[Start of section]

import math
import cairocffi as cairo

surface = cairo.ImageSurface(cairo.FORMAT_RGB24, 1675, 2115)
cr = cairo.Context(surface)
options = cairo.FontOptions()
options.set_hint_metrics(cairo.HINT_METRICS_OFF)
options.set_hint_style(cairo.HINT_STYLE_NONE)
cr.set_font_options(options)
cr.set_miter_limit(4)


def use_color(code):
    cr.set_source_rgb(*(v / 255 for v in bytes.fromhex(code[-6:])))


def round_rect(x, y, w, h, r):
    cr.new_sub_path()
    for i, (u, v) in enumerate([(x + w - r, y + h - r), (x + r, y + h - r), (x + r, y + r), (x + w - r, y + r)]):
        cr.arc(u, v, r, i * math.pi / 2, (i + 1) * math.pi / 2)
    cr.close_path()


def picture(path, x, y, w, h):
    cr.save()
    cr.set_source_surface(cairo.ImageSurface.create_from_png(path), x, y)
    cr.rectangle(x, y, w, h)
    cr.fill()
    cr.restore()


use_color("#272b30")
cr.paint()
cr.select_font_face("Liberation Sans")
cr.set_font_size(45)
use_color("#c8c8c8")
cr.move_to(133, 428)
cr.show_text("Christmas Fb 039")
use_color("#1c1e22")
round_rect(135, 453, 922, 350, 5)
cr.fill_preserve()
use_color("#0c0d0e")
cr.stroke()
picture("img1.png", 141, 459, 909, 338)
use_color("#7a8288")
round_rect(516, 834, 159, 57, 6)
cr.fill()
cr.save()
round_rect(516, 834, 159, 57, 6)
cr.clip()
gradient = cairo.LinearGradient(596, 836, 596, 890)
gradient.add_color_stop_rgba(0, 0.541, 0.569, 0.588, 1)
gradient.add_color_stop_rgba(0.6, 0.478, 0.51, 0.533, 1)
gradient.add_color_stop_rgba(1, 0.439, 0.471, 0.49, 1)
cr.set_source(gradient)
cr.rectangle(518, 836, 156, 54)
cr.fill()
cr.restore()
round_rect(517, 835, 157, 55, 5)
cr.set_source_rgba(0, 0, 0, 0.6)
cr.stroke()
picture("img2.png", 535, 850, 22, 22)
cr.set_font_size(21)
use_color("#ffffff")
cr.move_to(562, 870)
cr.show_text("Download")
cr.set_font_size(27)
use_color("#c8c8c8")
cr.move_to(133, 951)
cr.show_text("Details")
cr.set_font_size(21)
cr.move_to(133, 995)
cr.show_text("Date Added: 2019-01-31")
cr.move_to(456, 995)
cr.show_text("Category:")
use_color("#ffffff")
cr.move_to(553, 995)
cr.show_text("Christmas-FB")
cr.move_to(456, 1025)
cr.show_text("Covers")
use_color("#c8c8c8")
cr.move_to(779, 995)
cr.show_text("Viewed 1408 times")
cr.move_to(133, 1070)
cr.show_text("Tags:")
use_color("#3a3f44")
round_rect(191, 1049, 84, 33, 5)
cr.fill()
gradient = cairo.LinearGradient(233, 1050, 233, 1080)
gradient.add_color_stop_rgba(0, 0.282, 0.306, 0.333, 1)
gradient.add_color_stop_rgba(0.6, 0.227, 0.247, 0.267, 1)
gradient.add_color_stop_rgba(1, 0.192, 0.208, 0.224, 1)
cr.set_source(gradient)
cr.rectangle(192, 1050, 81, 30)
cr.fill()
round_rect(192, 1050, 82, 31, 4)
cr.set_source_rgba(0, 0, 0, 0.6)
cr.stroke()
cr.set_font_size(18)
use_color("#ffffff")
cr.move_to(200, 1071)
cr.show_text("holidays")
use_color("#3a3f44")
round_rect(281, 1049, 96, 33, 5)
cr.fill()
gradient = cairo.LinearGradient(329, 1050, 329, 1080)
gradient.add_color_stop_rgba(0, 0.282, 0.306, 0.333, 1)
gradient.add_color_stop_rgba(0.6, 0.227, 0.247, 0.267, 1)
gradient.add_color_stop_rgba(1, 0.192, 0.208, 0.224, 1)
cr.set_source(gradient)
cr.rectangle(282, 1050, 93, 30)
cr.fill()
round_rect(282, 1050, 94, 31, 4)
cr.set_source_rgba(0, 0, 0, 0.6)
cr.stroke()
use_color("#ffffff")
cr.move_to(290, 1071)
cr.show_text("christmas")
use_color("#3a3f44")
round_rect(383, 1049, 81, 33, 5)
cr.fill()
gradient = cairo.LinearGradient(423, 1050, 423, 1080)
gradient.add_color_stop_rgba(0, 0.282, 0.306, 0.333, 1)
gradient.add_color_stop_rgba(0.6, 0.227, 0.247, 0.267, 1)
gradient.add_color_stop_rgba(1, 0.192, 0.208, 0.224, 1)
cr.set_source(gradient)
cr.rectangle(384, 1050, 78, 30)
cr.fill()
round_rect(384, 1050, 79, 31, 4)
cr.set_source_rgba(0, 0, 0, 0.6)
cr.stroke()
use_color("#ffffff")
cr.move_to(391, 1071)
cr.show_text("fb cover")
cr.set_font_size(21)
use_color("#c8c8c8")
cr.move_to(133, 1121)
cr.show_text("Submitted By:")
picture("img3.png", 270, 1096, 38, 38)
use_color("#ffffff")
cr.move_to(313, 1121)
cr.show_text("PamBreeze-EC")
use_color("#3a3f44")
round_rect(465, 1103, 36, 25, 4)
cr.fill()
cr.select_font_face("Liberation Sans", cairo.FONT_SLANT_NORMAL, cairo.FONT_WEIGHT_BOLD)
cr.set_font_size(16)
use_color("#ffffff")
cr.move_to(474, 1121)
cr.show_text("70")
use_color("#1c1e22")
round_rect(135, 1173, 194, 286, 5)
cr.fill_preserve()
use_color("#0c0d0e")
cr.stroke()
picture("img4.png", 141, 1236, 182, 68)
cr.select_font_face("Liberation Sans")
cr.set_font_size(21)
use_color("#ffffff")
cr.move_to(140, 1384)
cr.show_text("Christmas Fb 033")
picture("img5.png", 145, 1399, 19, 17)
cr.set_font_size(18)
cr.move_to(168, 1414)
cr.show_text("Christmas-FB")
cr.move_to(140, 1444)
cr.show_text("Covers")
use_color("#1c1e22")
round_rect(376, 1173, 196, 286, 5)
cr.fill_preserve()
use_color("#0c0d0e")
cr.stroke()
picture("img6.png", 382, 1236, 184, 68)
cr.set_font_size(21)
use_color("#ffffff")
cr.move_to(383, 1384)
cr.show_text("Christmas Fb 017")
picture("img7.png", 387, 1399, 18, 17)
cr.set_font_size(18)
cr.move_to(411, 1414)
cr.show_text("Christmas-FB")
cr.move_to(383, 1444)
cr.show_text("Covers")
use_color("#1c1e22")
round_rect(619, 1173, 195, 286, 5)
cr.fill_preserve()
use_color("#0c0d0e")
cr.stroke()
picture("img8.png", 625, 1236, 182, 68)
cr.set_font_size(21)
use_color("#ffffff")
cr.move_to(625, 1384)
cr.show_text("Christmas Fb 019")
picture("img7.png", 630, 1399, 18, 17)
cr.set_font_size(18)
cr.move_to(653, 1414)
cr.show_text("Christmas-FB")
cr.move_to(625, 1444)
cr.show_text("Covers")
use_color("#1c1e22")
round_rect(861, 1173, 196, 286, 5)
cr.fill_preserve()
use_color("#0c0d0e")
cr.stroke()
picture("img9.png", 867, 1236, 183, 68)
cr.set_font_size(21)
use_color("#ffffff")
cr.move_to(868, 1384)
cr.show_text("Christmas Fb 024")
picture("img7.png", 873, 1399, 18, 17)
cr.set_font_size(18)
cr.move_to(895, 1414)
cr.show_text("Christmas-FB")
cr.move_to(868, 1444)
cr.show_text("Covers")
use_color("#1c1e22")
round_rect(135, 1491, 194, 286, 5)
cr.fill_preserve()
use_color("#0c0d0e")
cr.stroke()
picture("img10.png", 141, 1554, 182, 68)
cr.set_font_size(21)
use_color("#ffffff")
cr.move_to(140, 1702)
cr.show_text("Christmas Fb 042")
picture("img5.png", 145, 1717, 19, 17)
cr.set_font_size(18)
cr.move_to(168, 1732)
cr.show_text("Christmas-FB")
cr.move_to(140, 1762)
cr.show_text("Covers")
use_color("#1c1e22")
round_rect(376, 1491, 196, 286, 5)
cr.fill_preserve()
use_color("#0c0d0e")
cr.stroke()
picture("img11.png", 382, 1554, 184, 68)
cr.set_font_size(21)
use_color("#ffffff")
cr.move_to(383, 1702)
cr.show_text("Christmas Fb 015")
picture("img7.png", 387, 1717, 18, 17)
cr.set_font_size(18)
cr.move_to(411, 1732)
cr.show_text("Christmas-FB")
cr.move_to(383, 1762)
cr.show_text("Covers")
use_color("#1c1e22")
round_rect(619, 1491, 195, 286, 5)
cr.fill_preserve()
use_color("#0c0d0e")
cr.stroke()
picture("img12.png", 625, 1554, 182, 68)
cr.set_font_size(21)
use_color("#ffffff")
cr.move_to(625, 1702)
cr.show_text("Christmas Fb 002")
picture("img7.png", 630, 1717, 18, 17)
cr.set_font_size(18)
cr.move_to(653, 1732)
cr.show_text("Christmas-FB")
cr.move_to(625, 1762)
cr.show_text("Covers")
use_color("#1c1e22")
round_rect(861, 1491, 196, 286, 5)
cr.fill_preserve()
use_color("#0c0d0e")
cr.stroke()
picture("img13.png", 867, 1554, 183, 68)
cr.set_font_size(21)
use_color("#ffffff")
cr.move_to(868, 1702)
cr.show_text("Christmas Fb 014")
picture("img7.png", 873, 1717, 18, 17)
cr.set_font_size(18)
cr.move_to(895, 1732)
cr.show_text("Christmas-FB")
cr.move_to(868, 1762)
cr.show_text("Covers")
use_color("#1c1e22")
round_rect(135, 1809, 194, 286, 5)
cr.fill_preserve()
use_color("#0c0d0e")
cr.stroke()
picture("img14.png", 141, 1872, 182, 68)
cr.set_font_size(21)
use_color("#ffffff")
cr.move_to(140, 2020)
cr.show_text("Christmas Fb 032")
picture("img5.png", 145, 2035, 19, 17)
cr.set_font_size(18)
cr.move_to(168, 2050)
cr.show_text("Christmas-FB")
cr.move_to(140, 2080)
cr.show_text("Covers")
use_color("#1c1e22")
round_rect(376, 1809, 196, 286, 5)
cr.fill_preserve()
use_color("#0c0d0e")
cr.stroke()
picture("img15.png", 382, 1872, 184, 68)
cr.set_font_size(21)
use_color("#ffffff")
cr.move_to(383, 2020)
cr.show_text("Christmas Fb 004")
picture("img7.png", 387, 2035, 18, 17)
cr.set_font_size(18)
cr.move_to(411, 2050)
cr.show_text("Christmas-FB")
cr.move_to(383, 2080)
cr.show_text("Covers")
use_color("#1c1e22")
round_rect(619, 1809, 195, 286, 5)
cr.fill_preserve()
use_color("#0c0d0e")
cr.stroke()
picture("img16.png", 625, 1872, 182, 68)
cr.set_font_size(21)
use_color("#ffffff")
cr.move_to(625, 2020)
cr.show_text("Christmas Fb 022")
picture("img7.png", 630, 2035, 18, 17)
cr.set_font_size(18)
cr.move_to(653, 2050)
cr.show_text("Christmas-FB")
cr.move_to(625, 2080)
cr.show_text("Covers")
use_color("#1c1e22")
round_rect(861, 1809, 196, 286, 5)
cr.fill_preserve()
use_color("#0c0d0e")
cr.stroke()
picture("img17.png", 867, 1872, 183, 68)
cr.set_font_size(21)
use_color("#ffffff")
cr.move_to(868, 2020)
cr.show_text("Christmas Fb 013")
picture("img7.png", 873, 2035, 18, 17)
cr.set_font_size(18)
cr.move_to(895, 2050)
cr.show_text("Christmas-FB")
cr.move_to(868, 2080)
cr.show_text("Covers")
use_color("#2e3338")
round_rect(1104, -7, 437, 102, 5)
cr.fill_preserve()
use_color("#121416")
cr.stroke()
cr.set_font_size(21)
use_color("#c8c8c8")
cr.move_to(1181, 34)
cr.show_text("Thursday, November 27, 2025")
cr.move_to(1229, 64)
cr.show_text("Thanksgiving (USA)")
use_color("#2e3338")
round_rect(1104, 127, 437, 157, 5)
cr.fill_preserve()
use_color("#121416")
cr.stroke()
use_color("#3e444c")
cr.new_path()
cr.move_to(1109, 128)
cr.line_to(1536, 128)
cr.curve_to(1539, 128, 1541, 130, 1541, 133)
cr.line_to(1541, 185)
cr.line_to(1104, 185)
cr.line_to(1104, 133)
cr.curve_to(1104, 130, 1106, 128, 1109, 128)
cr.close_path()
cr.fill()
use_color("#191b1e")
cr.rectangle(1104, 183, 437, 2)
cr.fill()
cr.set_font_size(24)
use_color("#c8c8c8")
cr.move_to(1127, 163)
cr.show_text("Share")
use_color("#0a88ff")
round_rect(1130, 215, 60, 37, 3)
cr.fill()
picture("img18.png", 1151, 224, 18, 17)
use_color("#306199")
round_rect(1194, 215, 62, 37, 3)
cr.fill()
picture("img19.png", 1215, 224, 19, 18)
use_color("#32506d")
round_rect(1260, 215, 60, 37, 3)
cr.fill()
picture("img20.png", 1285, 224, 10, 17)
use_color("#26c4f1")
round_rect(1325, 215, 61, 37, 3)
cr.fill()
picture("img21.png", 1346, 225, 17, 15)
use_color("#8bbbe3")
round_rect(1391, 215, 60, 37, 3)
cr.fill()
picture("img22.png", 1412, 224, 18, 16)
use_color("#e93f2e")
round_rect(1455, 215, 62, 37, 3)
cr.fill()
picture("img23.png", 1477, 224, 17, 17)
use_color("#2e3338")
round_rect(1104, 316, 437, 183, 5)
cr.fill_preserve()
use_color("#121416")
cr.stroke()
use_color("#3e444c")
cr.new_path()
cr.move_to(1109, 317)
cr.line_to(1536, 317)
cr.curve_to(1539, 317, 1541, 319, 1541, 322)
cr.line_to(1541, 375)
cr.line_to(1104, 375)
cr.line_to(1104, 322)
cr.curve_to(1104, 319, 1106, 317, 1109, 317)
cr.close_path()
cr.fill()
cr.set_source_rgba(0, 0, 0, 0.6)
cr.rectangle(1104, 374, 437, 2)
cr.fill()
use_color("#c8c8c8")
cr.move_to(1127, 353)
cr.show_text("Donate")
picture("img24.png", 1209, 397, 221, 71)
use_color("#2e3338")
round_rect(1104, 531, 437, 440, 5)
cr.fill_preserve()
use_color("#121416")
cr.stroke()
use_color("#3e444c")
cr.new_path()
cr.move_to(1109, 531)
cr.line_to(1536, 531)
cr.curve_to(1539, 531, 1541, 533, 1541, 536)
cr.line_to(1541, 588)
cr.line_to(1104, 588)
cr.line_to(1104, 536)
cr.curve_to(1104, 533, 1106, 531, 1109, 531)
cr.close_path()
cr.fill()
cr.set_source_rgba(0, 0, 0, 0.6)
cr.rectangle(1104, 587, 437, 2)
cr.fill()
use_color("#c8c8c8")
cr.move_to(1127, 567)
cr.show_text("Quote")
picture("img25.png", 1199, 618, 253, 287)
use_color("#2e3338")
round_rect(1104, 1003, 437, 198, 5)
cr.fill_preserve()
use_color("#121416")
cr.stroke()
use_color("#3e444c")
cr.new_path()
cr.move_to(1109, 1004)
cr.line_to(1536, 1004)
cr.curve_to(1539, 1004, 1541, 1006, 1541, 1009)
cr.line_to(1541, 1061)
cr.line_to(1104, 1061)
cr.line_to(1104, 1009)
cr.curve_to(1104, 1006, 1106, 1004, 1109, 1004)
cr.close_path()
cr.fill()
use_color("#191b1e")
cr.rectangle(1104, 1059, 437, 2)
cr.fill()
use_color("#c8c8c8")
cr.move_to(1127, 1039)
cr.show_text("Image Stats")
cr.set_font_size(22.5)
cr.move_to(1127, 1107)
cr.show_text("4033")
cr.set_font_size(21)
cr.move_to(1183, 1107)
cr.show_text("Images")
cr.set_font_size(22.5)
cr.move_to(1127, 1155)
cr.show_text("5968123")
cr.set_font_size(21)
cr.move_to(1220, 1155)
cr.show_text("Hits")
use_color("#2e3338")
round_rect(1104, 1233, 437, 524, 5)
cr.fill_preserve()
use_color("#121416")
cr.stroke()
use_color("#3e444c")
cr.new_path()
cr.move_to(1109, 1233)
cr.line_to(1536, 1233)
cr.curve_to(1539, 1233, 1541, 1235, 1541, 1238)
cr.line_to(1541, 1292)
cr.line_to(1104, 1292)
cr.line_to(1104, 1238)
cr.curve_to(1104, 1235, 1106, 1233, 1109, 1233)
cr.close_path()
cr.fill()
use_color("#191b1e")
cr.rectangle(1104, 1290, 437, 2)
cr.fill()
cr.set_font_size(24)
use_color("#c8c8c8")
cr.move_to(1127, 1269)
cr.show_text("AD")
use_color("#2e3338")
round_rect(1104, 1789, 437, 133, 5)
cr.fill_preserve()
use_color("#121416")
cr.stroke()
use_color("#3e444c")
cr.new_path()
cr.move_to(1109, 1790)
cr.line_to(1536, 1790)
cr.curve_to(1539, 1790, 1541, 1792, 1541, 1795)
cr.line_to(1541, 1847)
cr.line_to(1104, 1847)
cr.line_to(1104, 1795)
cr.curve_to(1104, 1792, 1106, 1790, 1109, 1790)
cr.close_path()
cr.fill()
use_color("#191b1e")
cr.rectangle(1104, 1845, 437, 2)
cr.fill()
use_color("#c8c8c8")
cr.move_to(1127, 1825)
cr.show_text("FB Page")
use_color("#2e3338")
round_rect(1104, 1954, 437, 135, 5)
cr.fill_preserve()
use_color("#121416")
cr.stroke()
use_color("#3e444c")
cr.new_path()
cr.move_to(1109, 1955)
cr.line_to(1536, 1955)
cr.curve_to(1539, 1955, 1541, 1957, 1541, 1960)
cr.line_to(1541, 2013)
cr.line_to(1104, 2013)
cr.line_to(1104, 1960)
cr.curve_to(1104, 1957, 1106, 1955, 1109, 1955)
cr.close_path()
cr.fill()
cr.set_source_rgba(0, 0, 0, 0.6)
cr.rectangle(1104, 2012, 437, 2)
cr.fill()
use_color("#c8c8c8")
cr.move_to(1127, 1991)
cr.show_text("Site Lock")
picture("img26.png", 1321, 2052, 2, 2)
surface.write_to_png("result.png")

[End of section]

§ **Exercise brief**
Gather and copy every line of the data in which the string "rectangle" is found.

§ **Expected output**
    cr.rectangle(x, y, w, h)
cr.rectangle(518, 836, 156, 54)
cr.rectangle(192, 1050, 81, 30)
cr.rectangle(282, 1050, 93, 30)
cr.rectangle(384, 1050, 78, 30)
cr.rectangle(1104, 183, 437, 2)
cr.rectangle(1104, 374, 437, 2)
cr.rectangle(1104, 587, 437, 2)
cr.rectangle(1104, 1059, 437, 2)
cr.rectangle(1104, 1290, 437, 2)
cr.rectangle(1104, 1845, 437, 2)
cr.rectangle(1104, 2012, 437, 2)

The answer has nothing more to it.